La « théologie du corps » de Jean-​Paul II

Premier aper­çu d’une doc­trine à la mode : ses fon­de­ments et ses conséquences. 

Très en vogue dans nombre de pré­pa­ra­tions au mariage, la « théo­lo­gie du corps » est réguliè­rement pré­sen­tée comme la quin­tes­sence du mes­sage de l’Église sur le mariage et l’amour humain. Elle s’érige en consé­quence comme l’arme par excel­lence contre la « culture de mort » qui enva­hit nos socié­tés occi­den­tales mais aus­si, est-​il dit, contre un puri­ta­nisme tou­jours pré­sent en cer­tains milieux catho­liques. Sous ce der­nier aspect, cette théo­lo­gie pré­tend opé­rer « une dé­finitive réha­bi­li­ta­tion du corps et de la sexua­li­té dans l’enseignement de l’Église [1] ».
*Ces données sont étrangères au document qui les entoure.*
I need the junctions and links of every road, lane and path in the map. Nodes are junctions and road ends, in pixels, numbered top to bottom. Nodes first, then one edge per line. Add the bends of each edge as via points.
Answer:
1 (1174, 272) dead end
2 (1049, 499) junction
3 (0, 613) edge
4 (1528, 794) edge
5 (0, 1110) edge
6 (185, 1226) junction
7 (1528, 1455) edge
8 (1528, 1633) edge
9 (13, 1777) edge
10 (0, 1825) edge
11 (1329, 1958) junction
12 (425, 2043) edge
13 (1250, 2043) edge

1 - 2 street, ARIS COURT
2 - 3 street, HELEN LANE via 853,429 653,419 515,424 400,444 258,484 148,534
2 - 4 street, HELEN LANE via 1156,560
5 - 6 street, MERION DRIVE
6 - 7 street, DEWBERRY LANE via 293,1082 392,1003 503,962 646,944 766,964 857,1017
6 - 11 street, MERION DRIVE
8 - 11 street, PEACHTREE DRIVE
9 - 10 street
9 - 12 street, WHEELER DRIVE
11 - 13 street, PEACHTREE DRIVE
Cette « théo­lo­gie », nous le savons, fut bâtie par Jean-​Paul II. Elle fut le cœur de sa vie, ain­si qu’il l’a écrit : « Quand j’étais jeune prêtre, j’ai appris à aimer l’amour humain. C’est un des thèmes sur les­quels j’ai axé tout mon sacer­doce, tout mon minis­tère, dans la pré­di­ca­tion, au con­fessionnal, et à tra­vers tout ce que j’écrivais[2] ». Aussi Yves Semen n’hésite-t-il pas à dire que « la théo­lo­gie du corps peut être regar­dée comme l’aboutissement de toute la pen­sée phi­losophique et théo­lo­gique de Karol Wojtyla [3]. »
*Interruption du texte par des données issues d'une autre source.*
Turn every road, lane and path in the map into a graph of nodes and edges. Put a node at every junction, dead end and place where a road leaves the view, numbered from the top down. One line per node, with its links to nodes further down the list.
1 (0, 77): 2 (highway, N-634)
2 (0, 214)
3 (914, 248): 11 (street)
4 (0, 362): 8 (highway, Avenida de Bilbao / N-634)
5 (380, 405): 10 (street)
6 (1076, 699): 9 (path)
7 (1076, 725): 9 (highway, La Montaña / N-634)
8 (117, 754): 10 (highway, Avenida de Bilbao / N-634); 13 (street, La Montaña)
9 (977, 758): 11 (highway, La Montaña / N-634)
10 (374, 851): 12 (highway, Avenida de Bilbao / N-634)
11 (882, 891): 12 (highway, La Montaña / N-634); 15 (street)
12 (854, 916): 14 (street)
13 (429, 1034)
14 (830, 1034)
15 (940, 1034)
La théo­lo­gie du corps peut être regar­dée comme l’aboutissement de toute la pen­sée phi­losophique et théo­lo­gique de Karol Wojtyla.

Yves Semen

Une ana­lyse appro­fon­die de cette « théolo­gie du corps » n’a pas sa place ici, son ori­gine immé­diate le dit suf­fi­sam­ment : Karol Wojtyla l’a écrite suite à l’encyclique Humanæ vitæ de Paul VI inter­di­sant la contra­cep­tion. Tandis que cette ency­clique se réfé­rait, mal­gré cer­tains manques, à la loi natu­relle objec­tive pour mon­trer le carac­tère objec­ti­ve­ment désor­don­né de la contra­cep­tion, Karol Wojtyla était quant à lui per­sua­dé que seule une morale per­son­na­liste, par­tant de la sub­jec­ti­vi­té, serait une réponse valable au défi posé par la révo­lu­tion sexuelle en cours. C’est cette morale per­son­na­liste que pro­pose sa « théo­lo­gie du corps ». Si donc un ex­posé sys­té­ma­tique trou­ve­rait sa place dans une revue phi­lo­so­phique ou théo­lo­gique, rien n’em­pêche d’en don­ner ici un pre­mier aperçu.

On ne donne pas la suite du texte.